• WHAT YOU SHOULD DO: Everything in the entries is to be written out exactly, except for the pictures.

• DATASET ENTRIES:
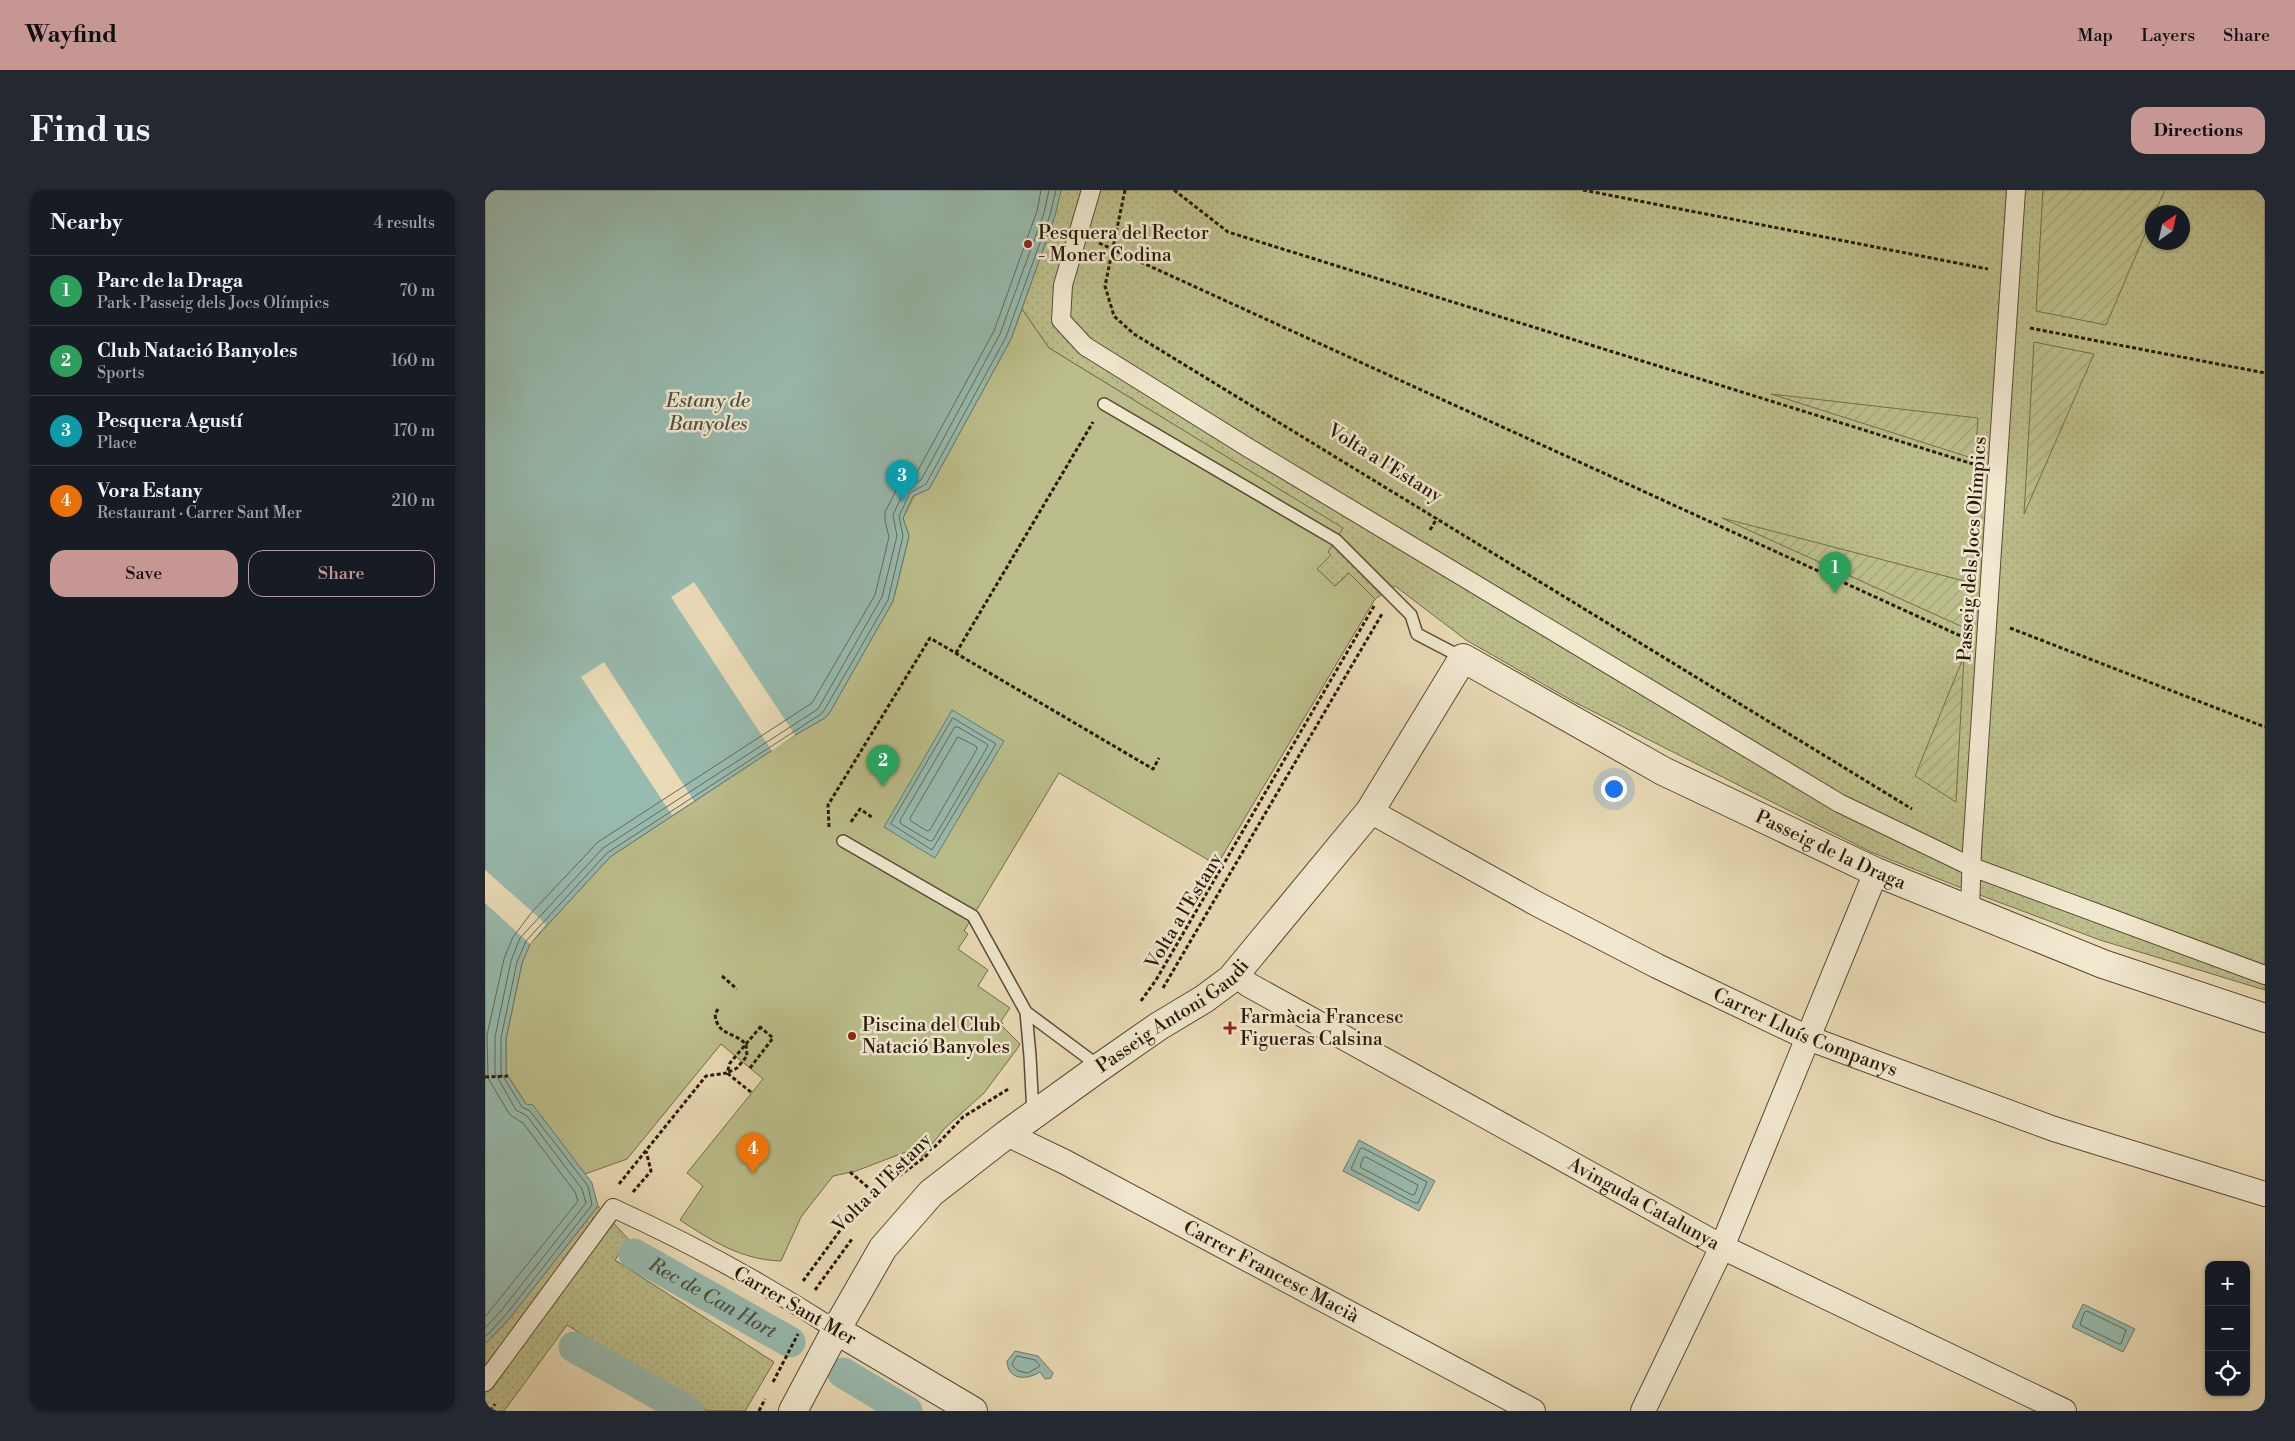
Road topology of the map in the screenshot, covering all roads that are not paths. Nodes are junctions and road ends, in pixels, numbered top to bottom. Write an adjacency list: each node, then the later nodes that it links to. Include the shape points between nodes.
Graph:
1 (1091, 190): 7 (street, via 1063,286 1061,320 1085,346 1839,803)
2 (2016, 190): 7 (street, Passeig dels Jocs Olímpics)
3 (1104, 404): 4 (lane, Passeig de la Draga, via 1335,540 1411,615 1417,634)
4 (1463, 658): 5 (street, Passeig Antoni Gaudi); 8 (street, Passeig de la Draga, via 1663,771)
5 (1370, 811): 10 (street, Passeig Antoni Gaudi); 14 (street, Carrer Lluís Companys, via 1545,908)
6 (843, 841): 12 (lane, via 973,916)
7 (1972, 867): 9 (street, Passeig dels Jocs Olímpics); 11 (street)
8 (1876, 872): 9 (street, Passeig de la Draga); 14 (street)
9 (1970, 910): 13 (street, Passeig de la Draga, via 2103,964)
10 (1235, 974): 15 (street, Passeig Antoni Gaudi, via 1204,1000 1159,1026); 19 (street, Avinguda Catalunya, via 1249,985)
11 (2265, 974)
12 (1026, 1012): 15 (lane); 16 (lane)
13 (2265, 1018)
14 (1807, 1038): 18 (street, Carrer Lluís Companys, via 2054,1129); 19 (street)
15 (1100, 1068): 16 (street, Passeig Antoni Gaudi)
16 (1033, 1116): 17 (street, Passeig Antoni Gaudi)
17 (1007, 1134): 20 (street, Passeig Antoni Gaudi, via 931,1193 883,1248); 24 (street, Carrer Francesc Macià)
18 (2265, 1194)
19 (1722, 1247): 25 (street); 26 (street, Avinguda Catalunya)
20 (835, 1330): 21 (street, Carrer Sant Mer, via 787,1298 613,1208); 22 (street, Passeig Antoni Gaudi); 23 (street, Carrer Sant Mer)
21 (485, 1382)
22 (793, 1411)
23 (973, 1411)
24 (1533, 1411)
25 (1643, 1411)
26 (2064, 1411)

• TASK RESPONSE:
Road topology of the map in the screenshot, covering all roads that are not paths. Nodes are junctions and road ends, in pixels, numbered top to bottom. Write an adjacency list: each node, then the later nodes that it links to. Include the shape points between nodes.
Graph:
1 (1091, 190): 7 (street, via 1063,286 1061,320 1085,346 1839,803)
2 (2016, 190): 7 (street, Passeig dels Jocs Olímpics)
3 (1104, 404): 4 (lane, Passeig de la Draga, via 1335,540 1411,615 1417,634)
4 (1463, 658): 5 (street, Passeig Antoni Gaudi); 8 (street, Passeig de la Draga, via 1663,771)
5 (1370, 811): 10 (street, Passeig Antoni Gaudi); 14 (street, Carrer Lluís Companys, via 1545,908)
6 (843, 841): 12 (lane, via 973,916)
7 (1972, 867): 9 (street, Passeig dels Jocs Olímpics); 11 (street)
8 (1876, 872): 9 (street, Passeig de la Draga); 14 (street)
9 (1970, 910): 13 (street, Passeig de la Draga, via 2103,964)
10 (1235, 974): 15 (street, Passeig Antoni Gaudi, via 1204,1000 1159,1026); 19 (street, Avinguda Catalunya, via 1249,985)
11 (2265, 974)
12 (1026, 1012): 15 (lane); 16 (lane)
13 (2265, 1018)
14 (1807, 1038): 18 (street, Carrer Lluís Companys, via 2054,1129); 19 (street)
15 (1100, 1068): 16 (street, Passeig Antoni Gaudi)
16 (1033, 1116): 17 (street, Passeig Antoni Gaudi)
17 (1007, 1134): 20 (street, Passeig Antoni Gaudi, via 931,1193 883,1248); 24 (street, Carrer Francesc Macià)
18 (2265, 1194)
19 (1722, 1247): 25 (street); 26 (street, Avinguda Catalunya)
20 (835, 1330): 21 (street, Carrer Sant Mer, via 787,1298 613,1208); 22 (street, Passeig Antoni Gaudi); 23 (street, Carrer Sant Mer)
21 (485, 1382)
22 (793, 1411)
23 (973, 1411)
24 (1533, 1411)
25 (1643, 1411)
26 (2064, 1411)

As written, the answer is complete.